- Source data:
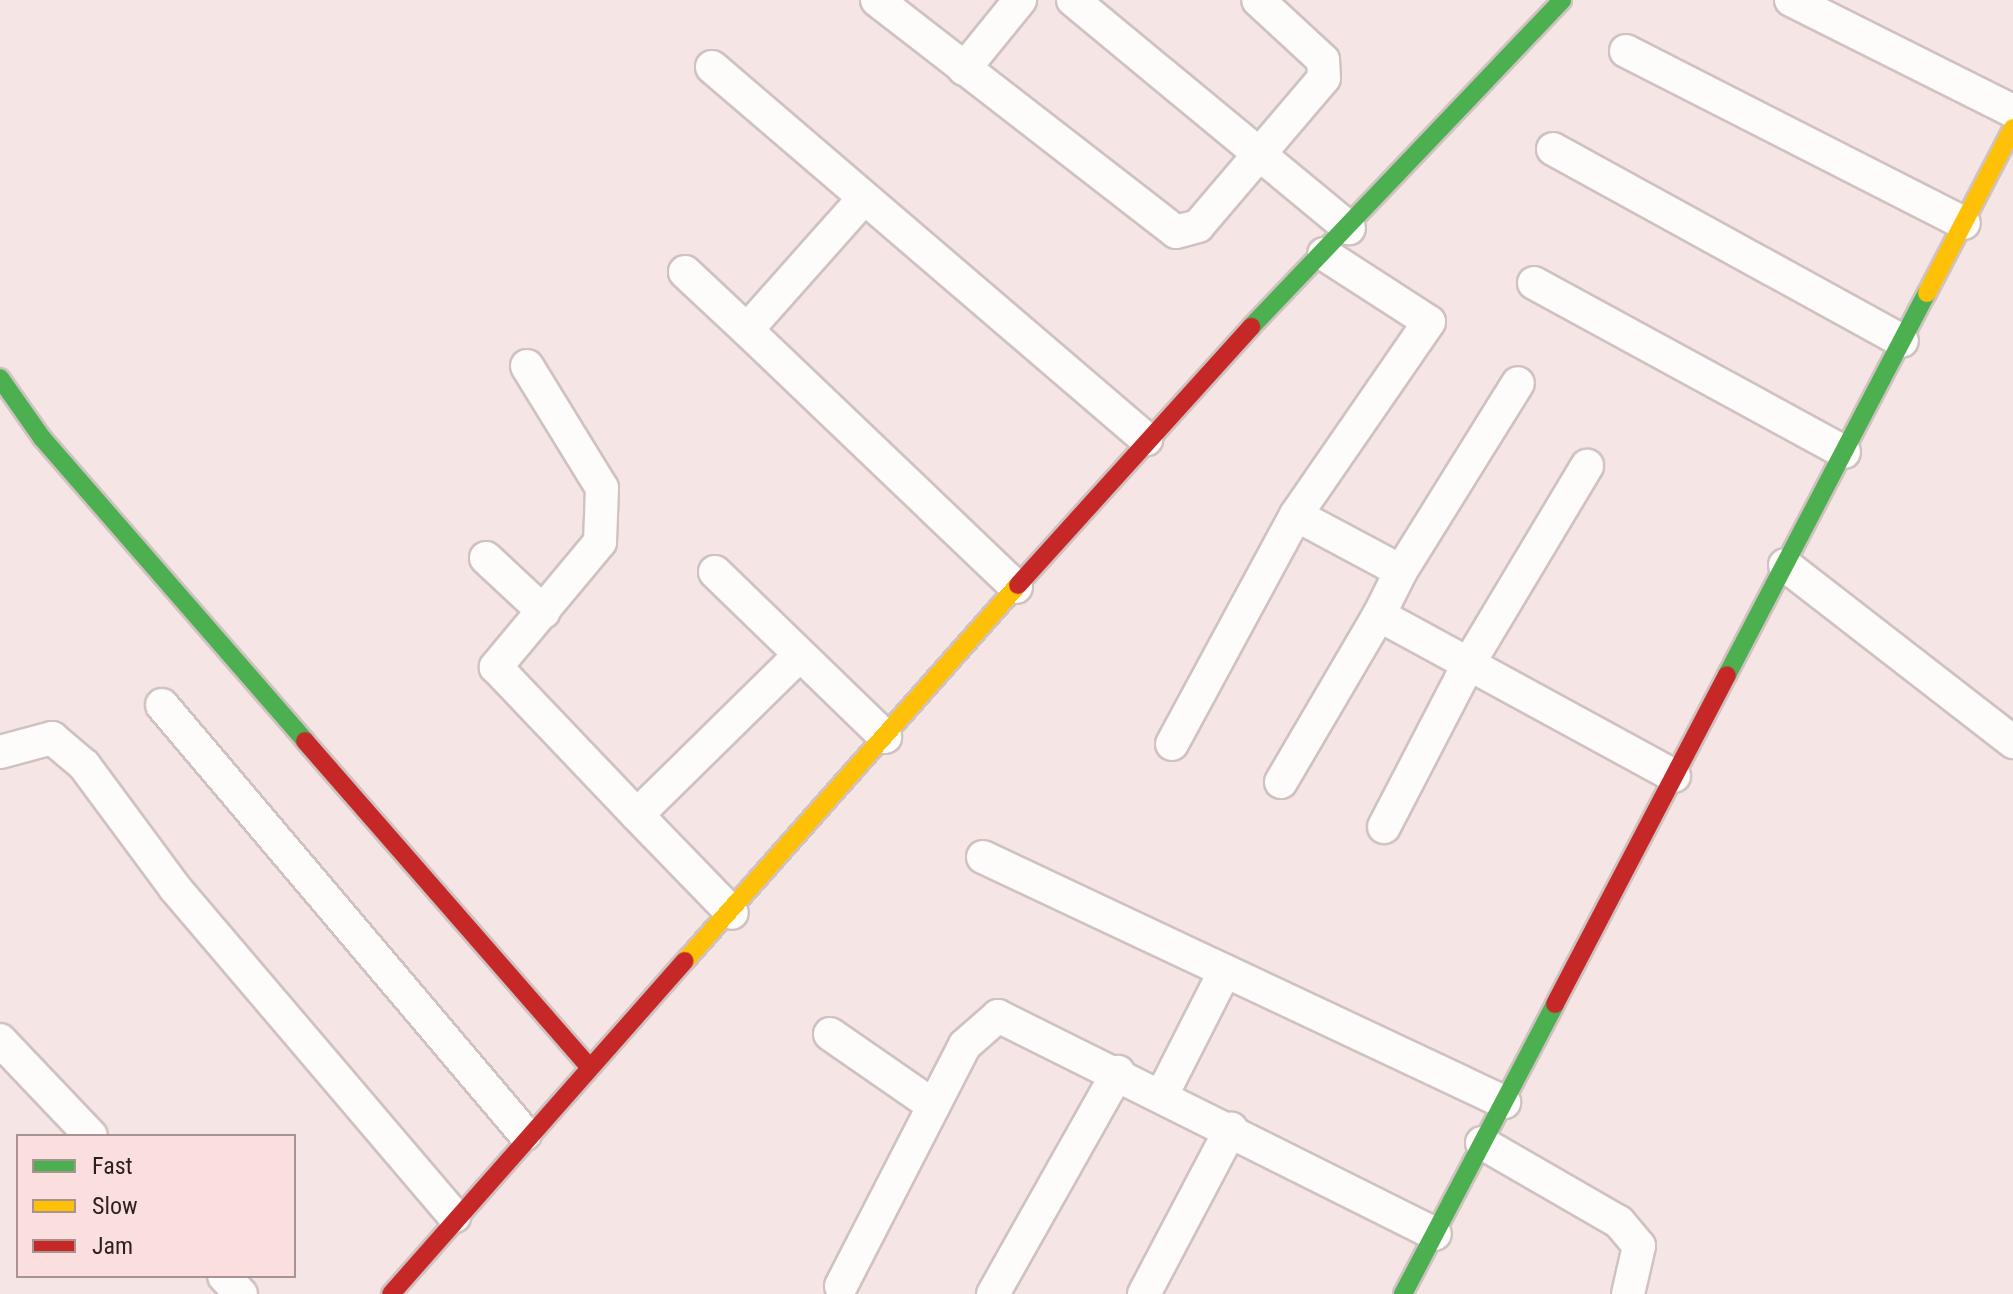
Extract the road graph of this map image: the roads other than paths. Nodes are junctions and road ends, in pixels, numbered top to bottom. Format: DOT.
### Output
graph roads {
  1 [pos="877,0"];
  2 [pos="1020,0"];
  3 [pos="1073,0"];
  4 [pos="1258,0"];
  5 [pos="1562,0"];
  6 [pos="1791,0"];
  7 [pos="1626,51"];
  8 [pos="712,67"];
  9 [pos="964,69"];
  10 [pos="2013,111"];
  11 [pos="2013,128"];
  12 [pos="1553,149"];
  13 [pos="1260,154"];
  14 [pos="864,198"];
  15 [pos="1964,223"];
  16 [pos="1349,228"];
  17 [pos="1324,254"];
  18 [pos="685,272"];
  19 [pos="1534,283"];
  20 [pos="747,330"];
  21 [pos="1902,341"];
  22 [pos="527,366"];
  23 [pos="0,378"];
  24 [pos="1518,383"];
  25 [pos="1146,439"];
  26 [pos="1844,452"];
  27 [pos="1587,466"];
  28 [pos="1296,515"];
  29 [pos="486,558"];
  30 [pos="1785,565"];
  31 [pos="1401,571"];
  32 [pos="715,572"];
  33 [pos="1016,587"];
  34 [pos="544,612"];
  35 [pos="1379,615"];
  36 [pos="800,655"];
  37 [pos="1469,663"];
  38 [pos="162,705"];
  39 [pos="885,737"];
  40 [pos="2013,742"];
  41 [pos="1172,744"];
  42 [pos="0,752"];
  43 [pos="1674,776"];
  44 [pos="1281,782"];
  45 [pos="637,815"];
  46 [pos="1384,827"];
  47 [pos="983,857"];
  48 [pos="732,913"];
  49 [pos="1225,971"];
  50 [pos="830,1034"];
  51 [pos="0,1040"];
  52 [pos="589,1067"];
  53 [pos="1118,1072"];
  54 [pos="1162,1095"];
  55 [pos="1504,1102"];
  56 [pos="934,1106"];
  57 [pos="1231,1129"];
  58 [pos="89,1134"];
  59 [pos="525,1134"];
  60 [pos="1482,1143"];
  61 [pos="454,1216"];
  62 [pos="1435,1234"];
  63 [pos="226,1278"];
  64 [pos="841,1286"];
  65 [pos="241,1294"];
  66 [pos="391,1294"];
  67 [pos="993,1294"];
  68 [pos="1144,1294"];
  69 [pos="1403,1294"];
  70 [pos="1628,1294"];
  1 -- 9 [label="street"];
  2 -- 9 [label="street"];
  3 -- 13 [label="street"];
  4 -- 13 [label="street"];
  5 -- 16 [label="street"];
  6 -- 10 [label="street"];
  7 -- 15 [label="street"];
  8 -- 14 [label="street"];
  9 -- 13 [label="street"];
  11 -- 15 [label="street"];
  12 -- 21 [label="street"];
  13 -- 16 [label="street"];
  14 -- 20 [label="street"];
  14 -- 25 [label="street"];
  15 -- 21 [label="street"];
  16 -- 17 [label="street"];
  17 -- 25 [label="street"];
  17 -- 28 [label="street"];
  18 -- 20 [label="street"];
  19 -- 26 [label="street"];
  20 -- 33 [label="street"];
  21 -- 26 [label="street"];
  22 -- 34 [label="street"];
  23 -- 52 [label="street"];
  24 -- 31 [label="street"];
  25 -- 33 [label="street"];
  26 -- 30 [label="street"];
  27 -- 37 [label="street"];
  28 -- 31 [label="street"];
  28 -- 41 [label="street"];
  29 -- 34 [label="street"];
  30 -- 40 [label="street"];
  30 -- 43 [label="street"];
  31 -- 35 [label="street"];
  32 -- 36 [label="street"];
  33 -- 39 [label="street"];
  34 -- 45 [label="street"];
  35 -- 37 [label="street"];
  35 -- 44 [label="street"];
  36 -- 39 [label="street"];
  36 -- 45 [label="street"];
  37 -- 43 [label="street"];
  37 -- 46 [label="street"];
  38 -- 59 [label="street"];
  39 -- 48 [label="street"];
  42 -- 61 [label="street"];
  43 -- 55 [label="street"];
  45 -- 48 [label="street"];
  47 -- 49 [label="street"];
  48 -- 52 [label="street"];
  49 -- 54 [label="street"];
  49 -- 55 [label="street"];
  50 -- 56 [label="street"];
  51 -- 58 [label="street"];
  52 -- 59 [label="street"];
  53 -- 54 [label="street"];
  53 -- 56 [label="street"];
  53 -- 67 [label="street"];
  54 -- 57 [label="street"];
  55 -- 60 [label="street"];
  56 -- 64 [label="street"];
  57 -- 62 [label="street"];
  57 -- 68 [label="street"];
  59 -- 61 [label="street"];
  60 -- 62 [label="street"];
  60 -- 70 [label="street"];
  61 -- 66 [label="street"];
  62 -- 69 [label="street"];
  63 -- 65 [label="street"];
}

- PROBLEM TO SOLVE:
Pick each line holding "graph" out of the entries above and return it.

- REPLY TO THE TASK:
Extract the road graph of this map image: the roads other than paths. Nodes are junctions and road ends, in pixels, numbered top to bottom. Format: DOT.
graph roads {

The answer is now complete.